Te Hui Whakanukunuku

“He rā e tō, he rā e ara mai anō”

As one journey ends, another begins. That was the emphasis of the Hui Whakanukunuku that was held at Te Kauhanganui Debating Chamber at the Waikato-Tainui College for Research and Development in Hopuhopu on Wednesday 13th November 2013.

A very successful and moving day was attended by a representative of almost all past and present Te Kotahitanga schools. The hui was to firstly celebrate the activities and results of Te Kotahitanga with participating school leaders, Board of Trustees chairpersons, contributing iwi, representatives from the Ministry of Education, staff from the University of Waikato and all Te Kotahitanga staff members. Secondly, the future directions and Building on Success pathways were presented to those that attended and discussed.
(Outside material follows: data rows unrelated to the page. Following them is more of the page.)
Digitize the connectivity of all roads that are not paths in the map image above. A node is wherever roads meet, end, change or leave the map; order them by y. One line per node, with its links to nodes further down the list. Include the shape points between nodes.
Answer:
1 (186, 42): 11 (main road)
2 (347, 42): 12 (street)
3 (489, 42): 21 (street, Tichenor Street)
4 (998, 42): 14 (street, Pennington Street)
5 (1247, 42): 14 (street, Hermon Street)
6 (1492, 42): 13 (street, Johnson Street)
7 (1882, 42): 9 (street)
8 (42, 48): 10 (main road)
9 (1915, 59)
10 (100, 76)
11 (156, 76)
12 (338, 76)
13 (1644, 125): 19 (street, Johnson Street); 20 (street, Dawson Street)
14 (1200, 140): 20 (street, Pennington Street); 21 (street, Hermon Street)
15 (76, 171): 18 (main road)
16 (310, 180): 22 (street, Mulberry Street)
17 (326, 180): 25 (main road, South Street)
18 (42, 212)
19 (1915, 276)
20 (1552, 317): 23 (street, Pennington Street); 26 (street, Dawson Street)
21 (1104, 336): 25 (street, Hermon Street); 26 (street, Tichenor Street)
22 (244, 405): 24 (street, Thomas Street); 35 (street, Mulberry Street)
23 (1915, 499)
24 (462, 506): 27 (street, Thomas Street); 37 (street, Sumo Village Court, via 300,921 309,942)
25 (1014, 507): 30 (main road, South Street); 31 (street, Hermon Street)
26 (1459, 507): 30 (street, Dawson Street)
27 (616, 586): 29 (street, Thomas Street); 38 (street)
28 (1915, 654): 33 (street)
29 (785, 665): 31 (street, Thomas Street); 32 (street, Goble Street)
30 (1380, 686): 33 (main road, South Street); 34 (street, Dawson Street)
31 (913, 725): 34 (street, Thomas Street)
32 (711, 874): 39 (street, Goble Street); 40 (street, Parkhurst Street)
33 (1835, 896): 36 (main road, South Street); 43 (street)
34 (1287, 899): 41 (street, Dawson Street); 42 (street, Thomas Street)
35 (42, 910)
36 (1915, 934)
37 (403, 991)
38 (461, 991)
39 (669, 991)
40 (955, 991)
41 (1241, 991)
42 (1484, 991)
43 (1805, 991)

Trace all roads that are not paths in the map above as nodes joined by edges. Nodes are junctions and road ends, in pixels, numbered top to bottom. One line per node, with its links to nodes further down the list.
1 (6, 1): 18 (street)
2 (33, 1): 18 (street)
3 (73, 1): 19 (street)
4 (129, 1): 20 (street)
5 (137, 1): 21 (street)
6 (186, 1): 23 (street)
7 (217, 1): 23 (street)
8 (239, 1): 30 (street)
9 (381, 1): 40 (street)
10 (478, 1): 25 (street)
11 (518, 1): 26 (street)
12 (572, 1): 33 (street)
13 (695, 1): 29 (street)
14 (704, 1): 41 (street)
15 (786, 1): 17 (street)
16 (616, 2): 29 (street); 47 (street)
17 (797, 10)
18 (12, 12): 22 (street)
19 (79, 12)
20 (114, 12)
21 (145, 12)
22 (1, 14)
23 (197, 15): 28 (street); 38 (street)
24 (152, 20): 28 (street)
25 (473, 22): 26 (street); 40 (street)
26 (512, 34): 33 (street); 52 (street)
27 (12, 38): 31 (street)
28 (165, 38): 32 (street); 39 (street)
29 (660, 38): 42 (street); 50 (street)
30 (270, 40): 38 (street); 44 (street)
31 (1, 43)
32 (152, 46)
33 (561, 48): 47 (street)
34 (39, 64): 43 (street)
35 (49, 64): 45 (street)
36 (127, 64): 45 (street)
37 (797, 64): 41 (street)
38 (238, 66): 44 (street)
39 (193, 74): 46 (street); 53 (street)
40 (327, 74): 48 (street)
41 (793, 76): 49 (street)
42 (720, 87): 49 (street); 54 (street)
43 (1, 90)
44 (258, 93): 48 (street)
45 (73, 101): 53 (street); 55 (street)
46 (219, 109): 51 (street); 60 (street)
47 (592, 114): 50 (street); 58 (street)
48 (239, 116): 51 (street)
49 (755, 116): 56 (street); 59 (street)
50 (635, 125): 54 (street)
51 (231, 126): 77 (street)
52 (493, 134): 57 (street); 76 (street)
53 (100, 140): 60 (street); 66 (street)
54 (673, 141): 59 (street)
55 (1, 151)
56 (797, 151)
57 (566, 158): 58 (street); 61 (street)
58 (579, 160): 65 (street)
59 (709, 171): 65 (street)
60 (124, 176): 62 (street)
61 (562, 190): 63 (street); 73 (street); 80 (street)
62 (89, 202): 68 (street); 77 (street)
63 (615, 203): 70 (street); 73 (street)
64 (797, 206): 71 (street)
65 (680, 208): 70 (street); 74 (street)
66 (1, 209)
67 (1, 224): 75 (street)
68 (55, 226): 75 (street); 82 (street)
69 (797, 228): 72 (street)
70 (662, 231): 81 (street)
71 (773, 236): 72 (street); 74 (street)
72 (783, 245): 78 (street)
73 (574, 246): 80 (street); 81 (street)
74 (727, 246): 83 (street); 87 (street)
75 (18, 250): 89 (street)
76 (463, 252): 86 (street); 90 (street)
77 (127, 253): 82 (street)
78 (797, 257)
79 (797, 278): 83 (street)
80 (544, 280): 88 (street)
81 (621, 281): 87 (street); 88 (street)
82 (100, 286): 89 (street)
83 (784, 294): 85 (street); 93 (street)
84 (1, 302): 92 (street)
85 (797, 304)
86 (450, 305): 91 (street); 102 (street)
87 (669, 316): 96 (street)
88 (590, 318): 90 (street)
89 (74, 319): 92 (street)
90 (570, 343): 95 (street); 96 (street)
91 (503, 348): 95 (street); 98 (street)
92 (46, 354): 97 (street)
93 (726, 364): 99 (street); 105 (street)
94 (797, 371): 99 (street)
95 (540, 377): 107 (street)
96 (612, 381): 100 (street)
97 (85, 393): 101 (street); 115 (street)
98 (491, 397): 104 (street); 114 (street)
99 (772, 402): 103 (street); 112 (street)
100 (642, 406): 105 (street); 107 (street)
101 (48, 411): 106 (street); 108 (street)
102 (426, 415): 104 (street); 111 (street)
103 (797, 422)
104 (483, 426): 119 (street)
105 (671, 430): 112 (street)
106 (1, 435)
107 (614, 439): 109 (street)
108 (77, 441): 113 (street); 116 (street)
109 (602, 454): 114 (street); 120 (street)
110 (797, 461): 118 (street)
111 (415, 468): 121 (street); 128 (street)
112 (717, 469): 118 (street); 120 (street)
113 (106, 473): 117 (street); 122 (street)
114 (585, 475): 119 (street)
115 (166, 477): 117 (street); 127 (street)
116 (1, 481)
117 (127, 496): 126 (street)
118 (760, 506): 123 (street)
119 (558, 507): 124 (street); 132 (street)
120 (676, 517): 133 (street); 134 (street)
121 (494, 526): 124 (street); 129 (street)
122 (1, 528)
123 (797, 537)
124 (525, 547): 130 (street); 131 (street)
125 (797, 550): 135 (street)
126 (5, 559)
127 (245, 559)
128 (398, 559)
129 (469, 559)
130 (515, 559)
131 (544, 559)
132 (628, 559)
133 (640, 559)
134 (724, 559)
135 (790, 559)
The day began with a formal pōwhiri. It then continued with speeches, presentations, gift giving, laughter and a few tears. To start off the day there were addresses from three Te Kotahitanga Principals. Chris Grinter, Principal of Rotorua Boys’ High School which is a Phase 5 school; Alex Maehe, Principal of Opotiki College which is a Phase 4 reactivated school; and Vaughan Couillault Principal of James Cook High School which is in Phase 3 reactivated school. Each principal spoke of their own experiences and achievements within Te Kotahitanga and how it has had a huge influence on the relationships and outcomes of their Maori students, communities and iwi groups. All principals were present with and supported by members of their teams.

The keynote speaker for the day was Dr Adrienne Alton-Lee who is responsible for the Best Evidence Synthesis (BES) and is from the Ministry of Education. She spoke of the learnings from Te Kotahitanga schools over Phases 3, 4 and 5. Her evidence-based address was powerful in many ways and showed the schools present, just how exceptional their teaching and leadership has been in developing the effectiveness of Te Kotahitanga. Dr Alton-Lee shed light on the educational gaps, the disparities between cultures and the role that Te Kotahitanga has had in beginning to close those gaps. She spoke with enthusiasm and pride about how the work of Te Kotahitanga has influenced and challenged world wide views on education and how Te Kotahitanga has become an education initiative to admire and build upon.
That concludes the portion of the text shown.